### EXERCISE GOAL
Search the listing below, and show each line that includes the word "Садовая".

──────────────────────────────

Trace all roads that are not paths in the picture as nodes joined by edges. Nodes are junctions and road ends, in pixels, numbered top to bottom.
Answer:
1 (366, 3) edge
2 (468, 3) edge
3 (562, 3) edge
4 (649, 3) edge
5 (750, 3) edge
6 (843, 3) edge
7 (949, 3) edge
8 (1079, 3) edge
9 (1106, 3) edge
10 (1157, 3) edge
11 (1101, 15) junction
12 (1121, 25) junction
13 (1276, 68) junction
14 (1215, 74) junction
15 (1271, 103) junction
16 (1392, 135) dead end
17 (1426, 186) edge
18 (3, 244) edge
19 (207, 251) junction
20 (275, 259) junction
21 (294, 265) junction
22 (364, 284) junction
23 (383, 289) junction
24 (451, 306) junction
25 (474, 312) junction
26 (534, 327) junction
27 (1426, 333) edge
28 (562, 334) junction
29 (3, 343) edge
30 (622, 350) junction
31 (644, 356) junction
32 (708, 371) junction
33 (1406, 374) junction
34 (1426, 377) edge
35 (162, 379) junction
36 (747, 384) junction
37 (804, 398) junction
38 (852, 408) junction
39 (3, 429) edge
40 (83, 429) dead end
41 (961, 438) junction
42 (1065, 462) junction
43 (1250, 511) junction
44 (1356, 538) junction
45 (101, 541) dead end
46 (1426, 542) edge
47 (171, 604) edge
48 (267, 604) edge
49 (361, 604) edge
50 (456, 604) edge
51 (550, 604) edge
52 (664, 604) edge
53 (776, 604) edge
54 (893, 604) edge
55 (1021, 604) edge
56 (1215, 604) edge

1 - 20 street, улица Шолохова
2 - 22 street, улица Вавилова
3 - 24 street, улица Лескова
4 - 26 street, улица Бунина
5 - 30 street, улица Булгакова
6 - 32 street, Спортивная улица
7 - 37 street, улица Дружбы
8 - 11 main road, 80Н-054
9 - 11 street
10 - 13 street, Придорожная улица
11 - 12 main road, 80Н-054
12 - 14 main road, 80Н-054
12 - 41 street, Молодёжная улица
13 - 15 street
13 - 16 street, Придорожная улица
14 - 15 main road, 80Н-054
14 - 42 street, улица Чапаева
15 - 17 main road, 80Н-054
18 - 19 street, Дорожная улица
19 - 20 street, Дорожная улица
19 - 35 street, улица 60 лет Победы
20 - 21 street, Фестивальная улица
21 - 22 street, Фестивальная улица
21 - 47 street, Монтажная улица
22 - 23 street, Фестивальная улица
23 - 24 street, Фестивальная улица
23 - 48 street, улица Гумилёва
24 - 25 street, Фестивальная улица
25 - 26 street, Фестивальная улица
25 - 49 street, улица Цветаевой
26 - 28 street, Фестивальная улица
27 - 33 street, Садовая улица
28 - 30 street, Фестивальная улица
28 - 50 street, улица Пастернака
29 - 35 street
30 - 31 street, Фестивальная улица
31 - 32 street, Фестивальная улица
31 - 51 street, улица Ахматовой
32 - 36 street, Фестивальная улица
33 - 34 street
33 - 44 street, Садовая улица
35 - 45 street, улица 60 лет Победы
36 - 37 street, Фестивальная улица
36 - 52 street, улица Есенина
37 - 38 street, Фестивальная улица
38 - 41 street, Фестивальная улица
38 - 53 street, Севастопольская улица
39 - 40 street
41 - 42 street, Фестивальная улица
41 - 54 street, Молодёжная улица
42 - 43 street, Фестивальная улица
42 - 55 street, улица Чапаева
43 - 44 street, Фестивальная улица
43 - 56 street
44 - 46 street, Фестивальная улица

──────────────────────────────

### RESPONSE TO THIS EXERCISE
27 - 33 street, Садовая улица
33 - 44 street, Садовая улица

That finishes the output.